Dating can be a challenge, especially on second or third dates with guys of average height who are wearing suits in a dark restaurant. I’ve developed strategies to cope: I’ll always be early, and text from the bar while pretending to be immersed in my iPhone Sudoku application so he’s forced to tap me on the shoulder. Though once I did blank a guy I’d supposedly been intimate with, so it’s not a perfect system! 😦
What’s even weirder is that I CAN recognize celebrities: Because, like artist Chuck Close (who is also face blind and says he draws portraits of his family so that he can memorize their features), I can identify people much easier from a flat surface, so photos and magazines are no problem.
In addition to people thinking I’m a) aloof or b) a space cadet, a town like LA poses other challenges because I have to use cues like raised eyebrows and smiles to figure out if I’m supposed to know a stranger. Here, EVERYONE is superficially friendly and smiles at attractive women, so I get a lot of ‘false positives’, i.e. men pretending to be know me–and I go right along with it. Two of my male friends have come clean and admitted that our first meeting happened because I actually believed the old ‘Don’t I know you from somewhere?’ chestnut.
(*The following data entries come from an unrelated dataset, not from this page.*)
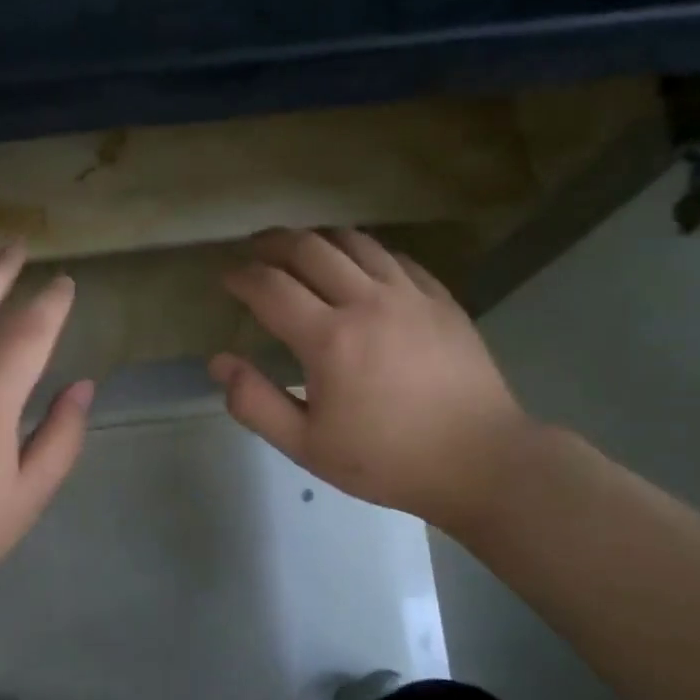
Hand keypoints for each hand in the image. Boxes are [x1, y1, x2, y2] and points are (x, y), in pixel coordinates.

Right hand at [209, 228, 531, 527]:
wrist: (480, 461)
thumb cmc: (387, 460)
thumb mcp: (308, 446)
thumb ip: (256, 403)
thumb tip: (220, 362)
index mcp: (329, 339)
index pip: (271, 287)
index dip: (242, 277)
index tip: (228, 277)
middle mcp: (367, 301)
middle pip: (309, 248)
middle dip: (273, 242)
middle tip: (254, 249)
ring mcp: (410, 294)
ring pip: (354, 242)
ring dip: (318, 238)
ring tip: (300, 248)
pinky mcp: (441, 298)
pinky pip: (395, 257)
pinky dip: (365, 252)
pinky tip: (359, 266)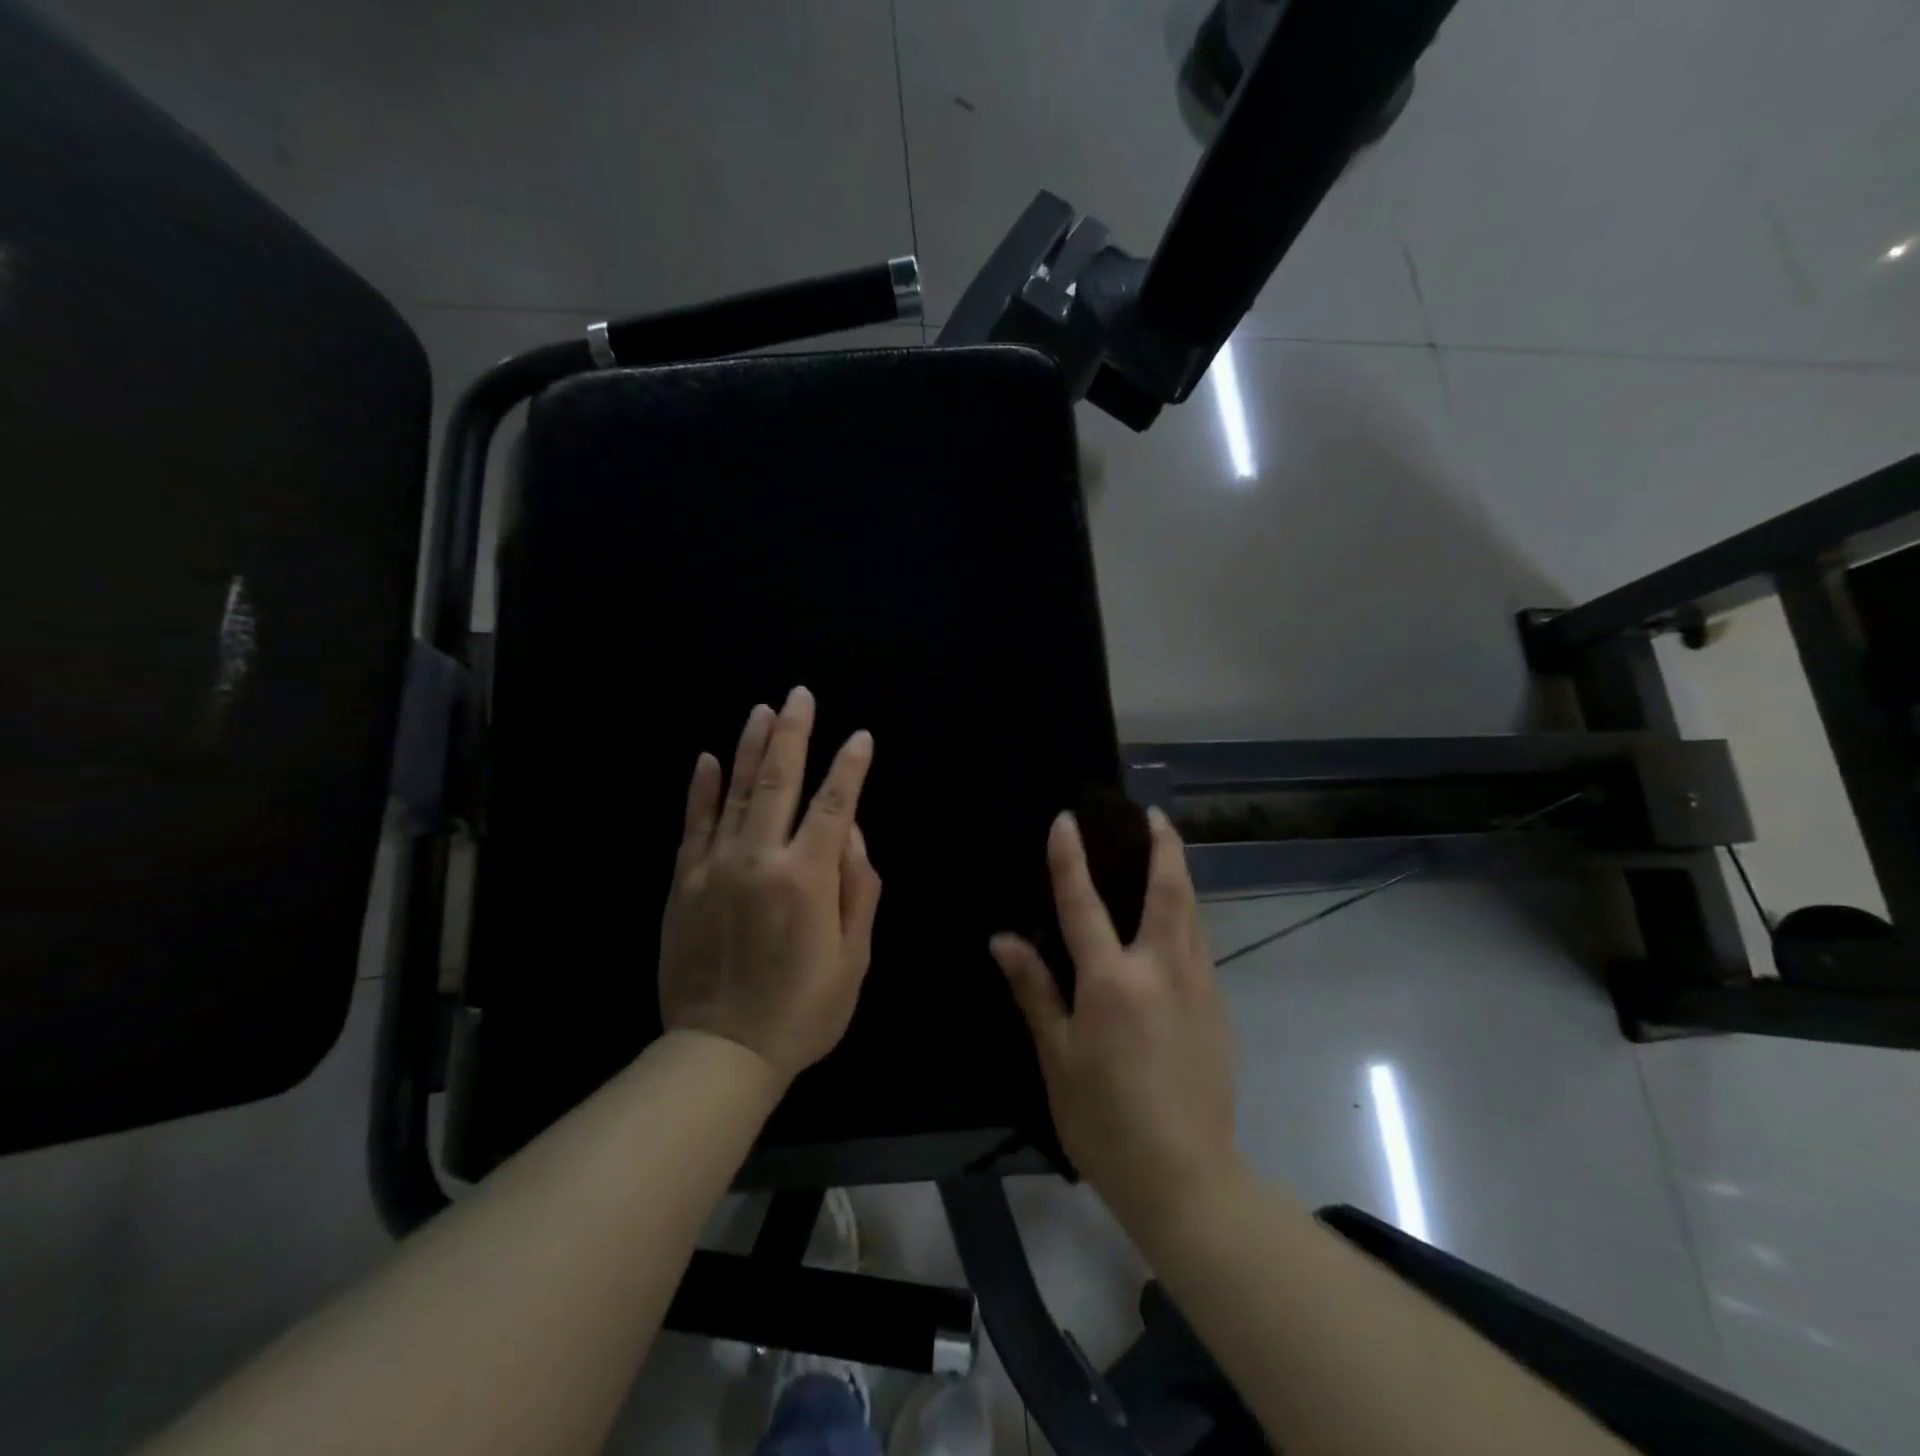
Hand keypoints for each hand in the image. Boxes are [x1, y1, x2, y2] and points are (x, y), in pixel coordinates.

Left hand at [658, 688, 881, 1084]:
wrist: (721, 1052)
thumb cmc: (802, 1010)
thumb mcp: (853, 958)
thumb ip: (858, 889)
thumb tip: (853, 834)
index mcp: (807, 878)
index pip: (835, 804)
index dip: (849, 767)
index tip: (859, 737)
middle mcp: (759, 859)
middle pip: (779, 781)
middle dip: (794, 734)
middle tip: (800, 695)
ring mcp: (714, 867)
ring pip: (734, 791)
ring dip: (750, 747)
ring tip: (762, 711)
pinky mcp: (683, 882)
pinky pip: (693, 824)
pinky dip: (701, 790)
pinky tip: (706, 759)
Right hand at [992, 809, 1238, 1236]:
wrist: (1186, 1178)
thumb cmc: (1105, 1120)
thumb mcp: (1056, 1058)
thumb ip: (1035, 991)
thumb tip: (1004, 940)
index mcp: (1113, 982)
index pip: (1084, 904)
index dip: (1070, 859)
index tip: (1067, 820)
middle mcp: (1161, 970)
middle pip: (1168, 891)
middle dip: (1163, 846)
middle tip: (1154, 815)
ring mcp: (1197, 987)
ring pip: (1193, 914)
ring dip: (1180, 876)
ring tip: (1167, 852)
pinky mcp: (1217, 1009)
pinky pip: (1200, 945)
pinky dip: (1187, 916)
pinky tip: (1176, 921)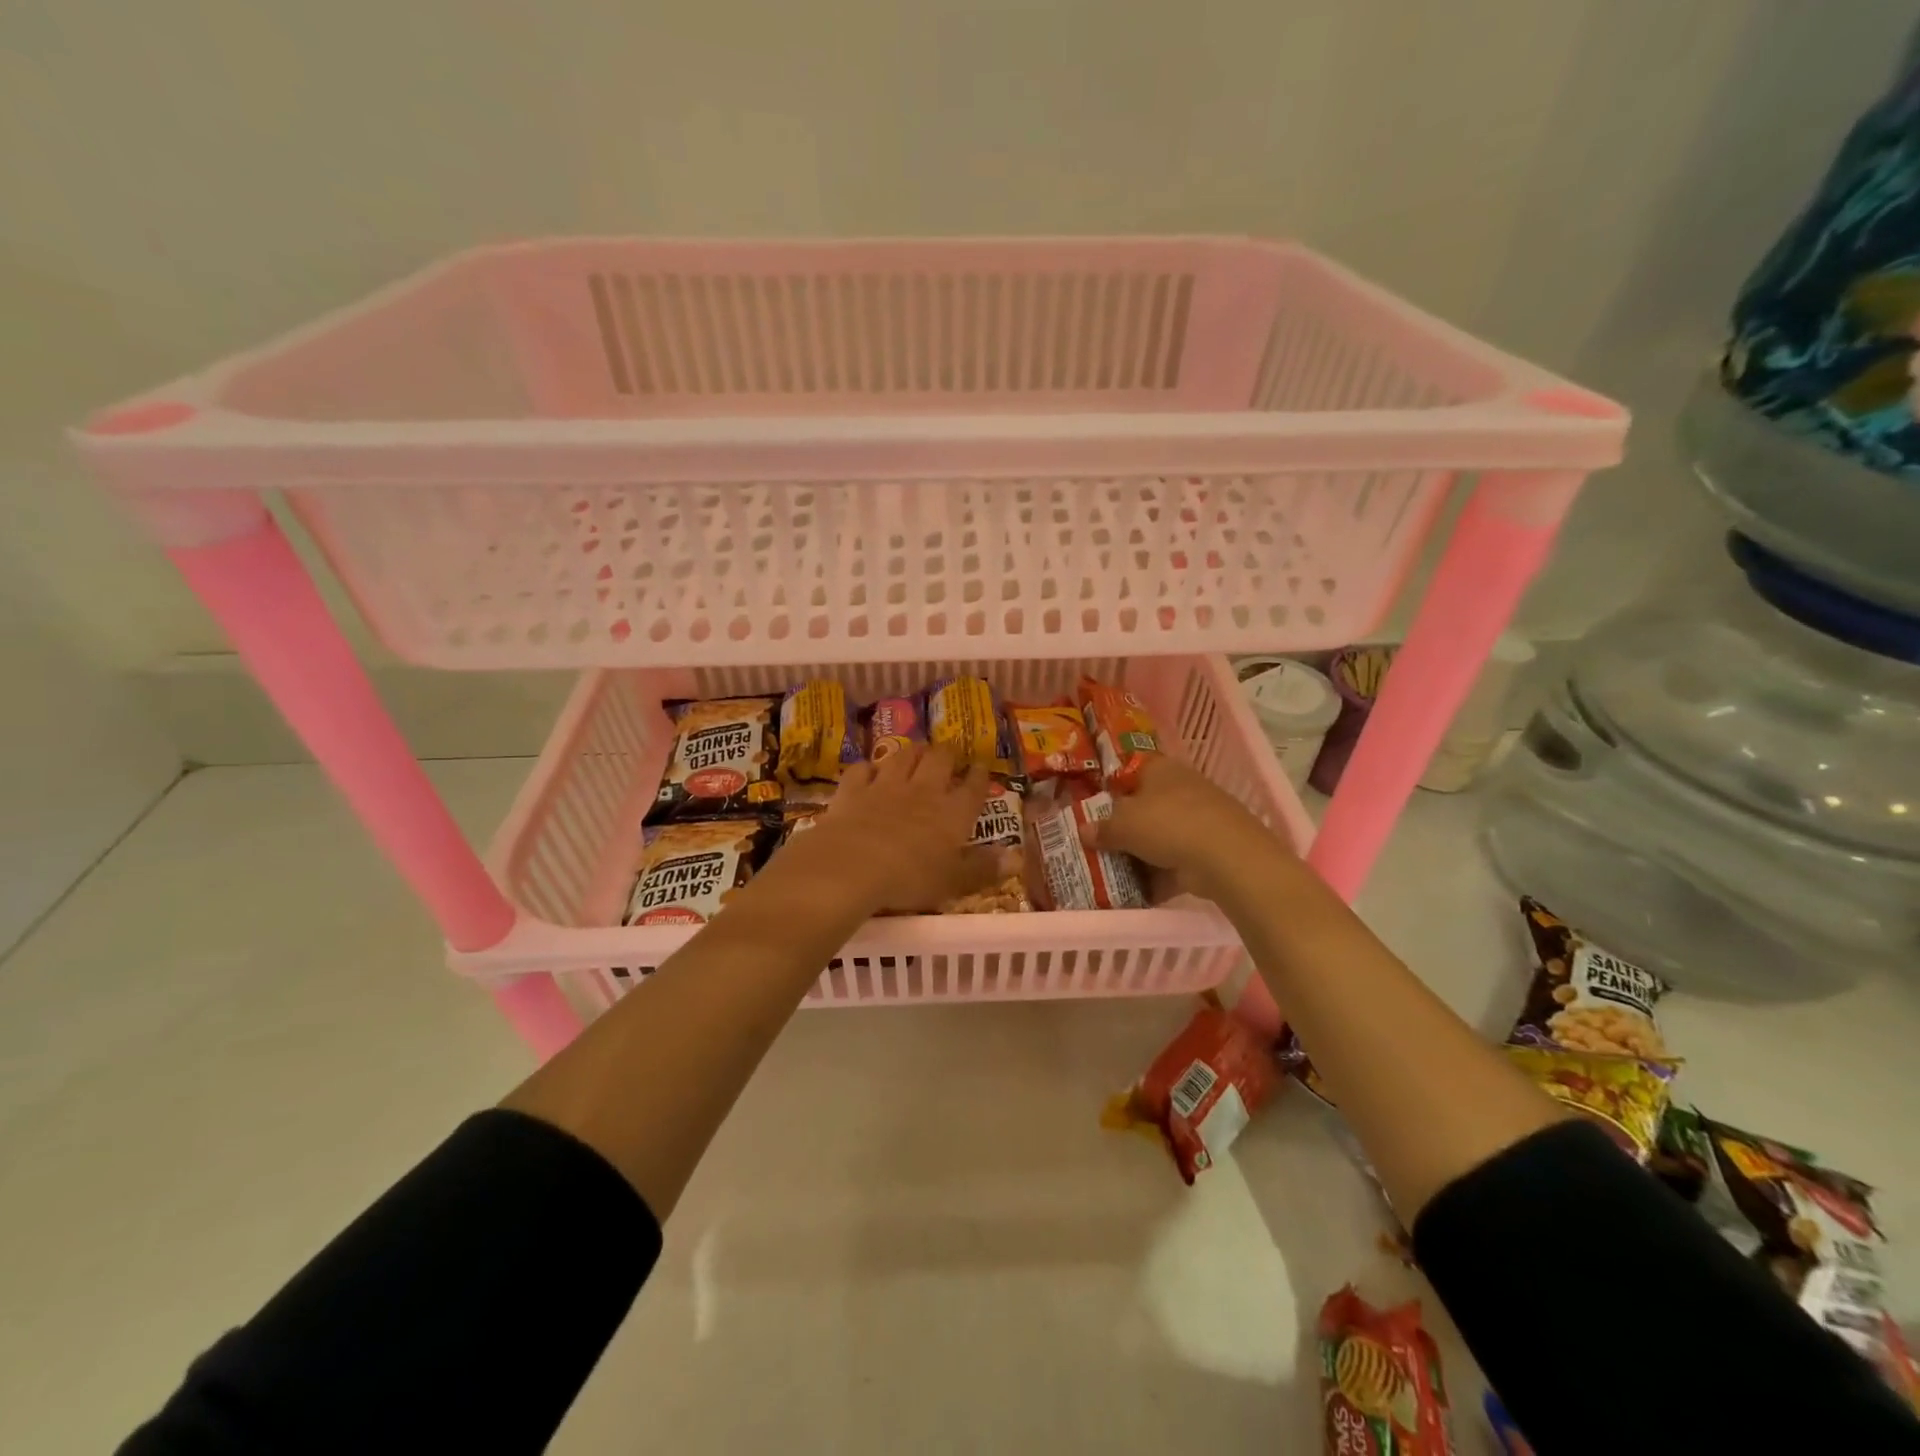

Still, I think that face blindness (and my general horrible sense of direction) has brought me other advantages. I don’t have any proof, but I believe that my hearing and ability to read facial expression has gotten much better partially to compensate. It’s also brought me a new respect for how much we don’t know about the human brain.
Research suggests that this condition, in varying forms, could affect up to around 2% of the population. Still, I hope that face blindness doesn’t become the new Attention Defecit Disorder, with everyone claiming to have it. My male friends are already using it as an excuse when they can’t remember the name of a colleague or girl they dated, so that they get sympathy instead of looking totally insensitive!